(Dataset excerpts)
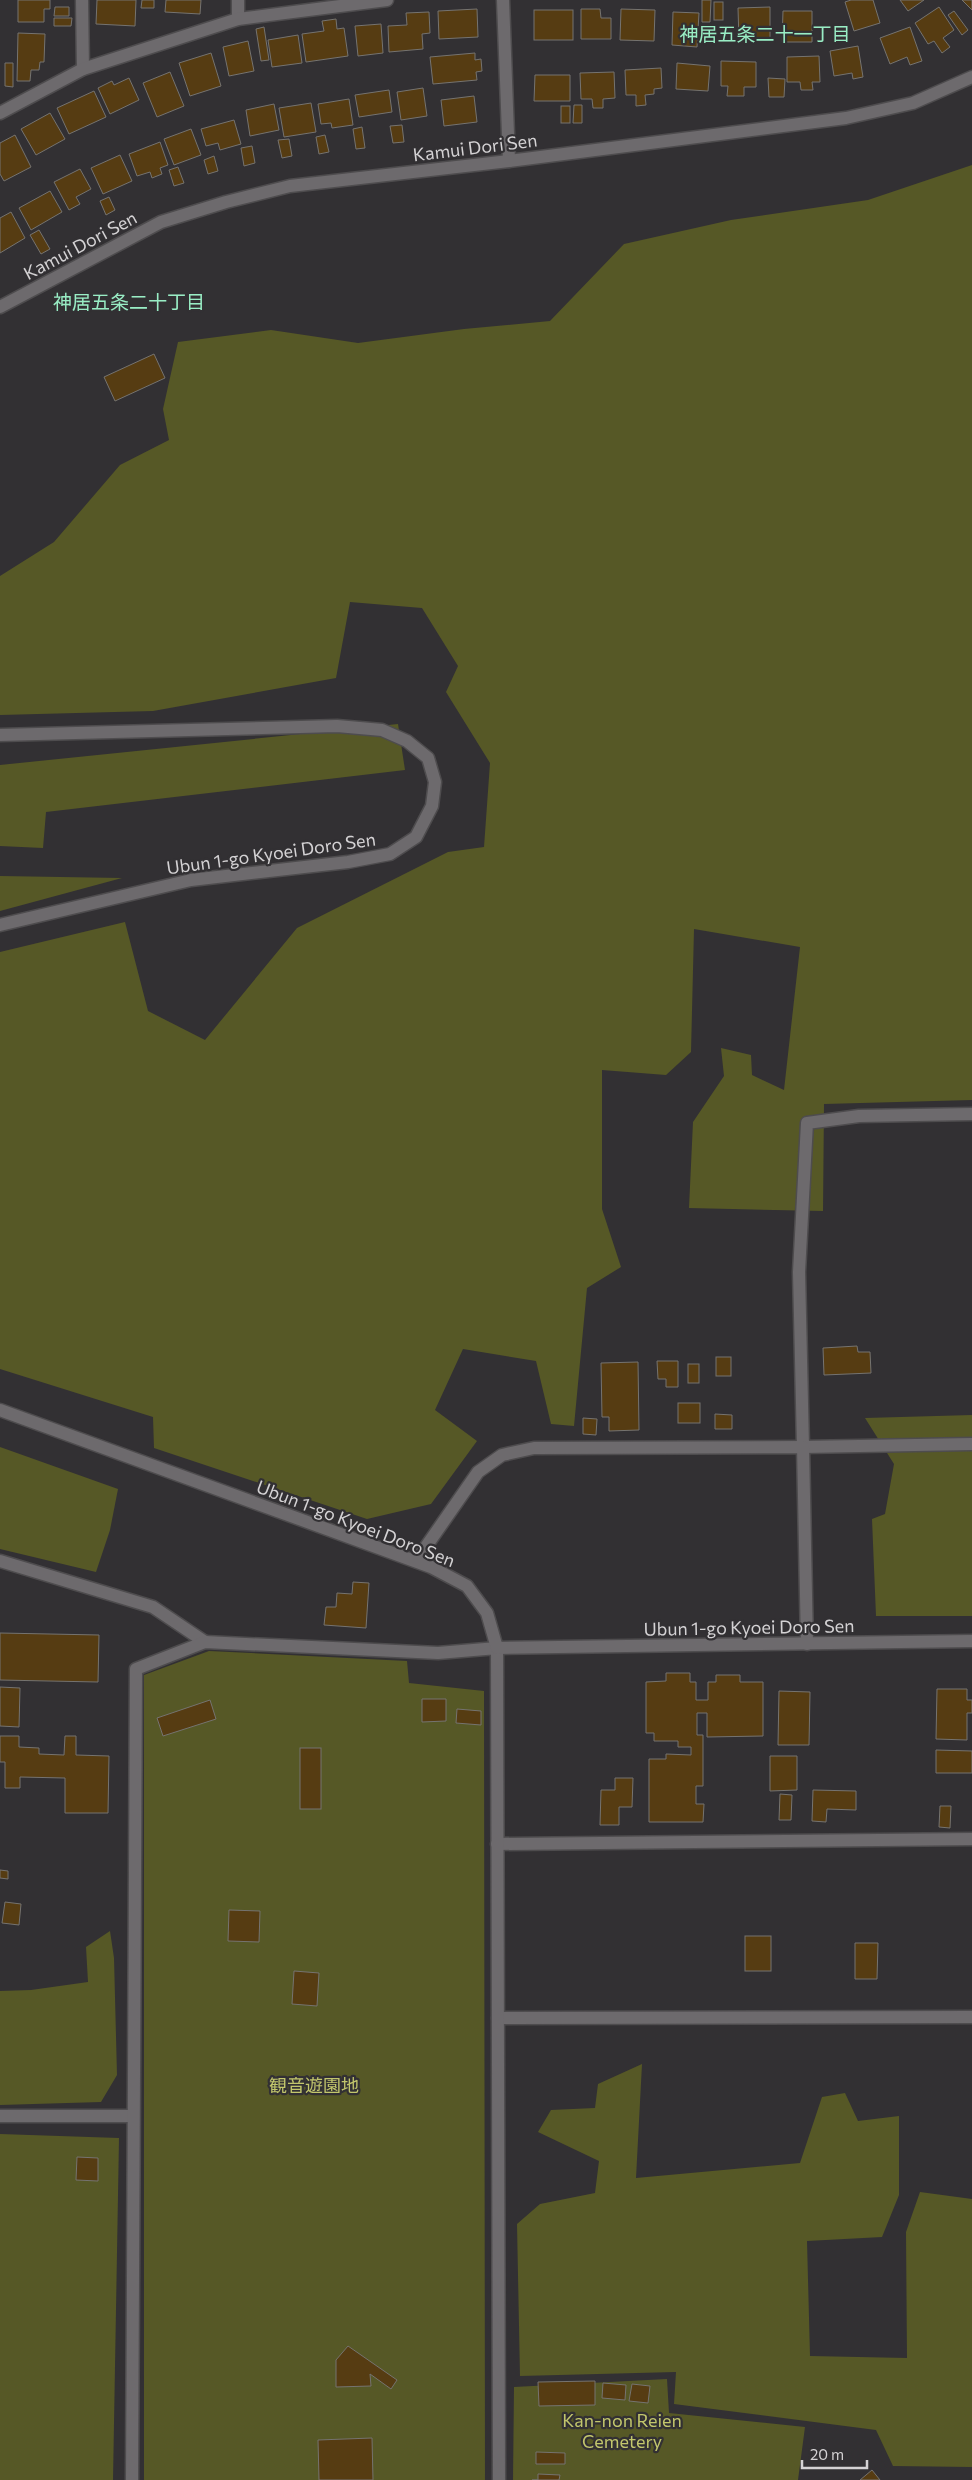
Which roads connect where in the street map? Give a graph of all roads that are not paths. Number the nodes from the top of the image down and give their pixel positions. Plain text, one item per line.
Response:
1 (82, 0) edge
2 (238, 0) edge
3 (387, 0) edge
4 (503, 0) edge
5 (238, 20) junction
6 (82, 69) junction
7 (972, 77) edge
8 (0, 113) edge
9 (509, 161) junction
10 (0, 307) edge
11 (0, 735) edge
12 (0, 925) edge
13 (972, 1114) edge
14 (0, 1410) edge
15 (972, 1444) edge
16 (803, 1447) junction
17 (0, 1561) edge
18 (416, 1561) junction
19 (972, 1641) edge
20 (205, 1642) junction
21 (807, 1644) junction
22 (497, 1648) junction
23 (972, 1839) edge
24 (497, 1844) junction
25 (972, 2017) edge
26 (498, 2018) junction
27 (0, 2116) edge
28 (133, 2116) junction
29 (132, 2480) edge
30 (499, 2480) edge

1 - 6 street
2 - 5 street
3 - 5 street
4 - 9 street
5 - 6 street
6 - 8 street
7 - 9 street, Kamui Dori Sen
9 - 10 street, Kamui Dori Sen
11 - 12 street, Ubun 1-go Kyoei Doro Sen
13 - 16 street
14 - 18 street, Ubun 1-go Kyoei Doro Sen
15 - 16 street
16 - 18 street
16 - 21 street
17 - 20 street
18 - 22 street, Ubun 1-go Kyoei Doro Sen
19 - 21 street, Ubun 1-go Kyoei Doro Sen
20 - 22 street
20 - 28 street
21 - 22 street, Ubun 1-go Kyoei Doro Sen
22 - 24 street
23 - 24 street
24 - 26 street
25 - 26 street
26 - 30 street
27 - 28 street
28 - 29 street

- [WORK REQUEST]: The answer must be an exact copy of the records above, with the pictures left out.

- [EXERCISE ANSWER]:
Which roads connect where in the street map? Give a graph of all roads that are not paths. Number the nodes from the top of the image down and give their pixel positions. Plain text, one item per line.
Response:
1 (82, 0) edge
2 (238, 0) edge
3 (387, 0) edge
4 (503, 0) edge
5 (238, 20) junction
6 (82, 69) junction
7 (972, 77) edge
8 (0, 113) edge
9 (509, 161) junction
10 (0, 307) edge
11 (0, 735) edge
12 (0, 925) edge
13 (972, 1114) edge
14 (0, 1410) edge
15 (972, 1444) edge
16 (803, 1447) junction
17 (0, 1561) edge
18 (416, 1561) junction
19 (972, 1641) edge
20 (205, 1642) junction
21 (807, 1644) junction
22 (497, 1648) junction
23 (972, 1839) edge
24 (497, 1844) junction
25 (972, 2017) edge
26 (498, 2018) junction
27 (0, 2116) edge
28 (133, 2116) junction
29 (132, 2480) edge
30 (499, 2480) edge

1 - 6 street
2 - 5 street
3 - 5 street
4 - 9 street
5 - 6 street
6 - 8 street
7 - 9 street, Kamui Dori Sen
9 - 10 street, Kamui Dori Sen
11 - 12 street, Ubun 1-go Kyoei Doro Sen
13 - 16 street
14 - 18 street, Ubun 1-go Kyoei Doro Sen
15 - 16 street
16 - 18 street
16 - 21 street
17 - 20 street
18 - 22 street, Ubun 1-go Kyoei Doro Sen
19 - 21 street, Ubun 1-go Kyoei Doro Sen
20 - 22 street
20 - 28 street
21 - 22 street, Ubun 1-go Kyoei Doro Sen
22 - 24 street
23 - 24 street
24 - 26 street
25 - 26 street
26 - 30 street
27 - 28 street
28 - 29 street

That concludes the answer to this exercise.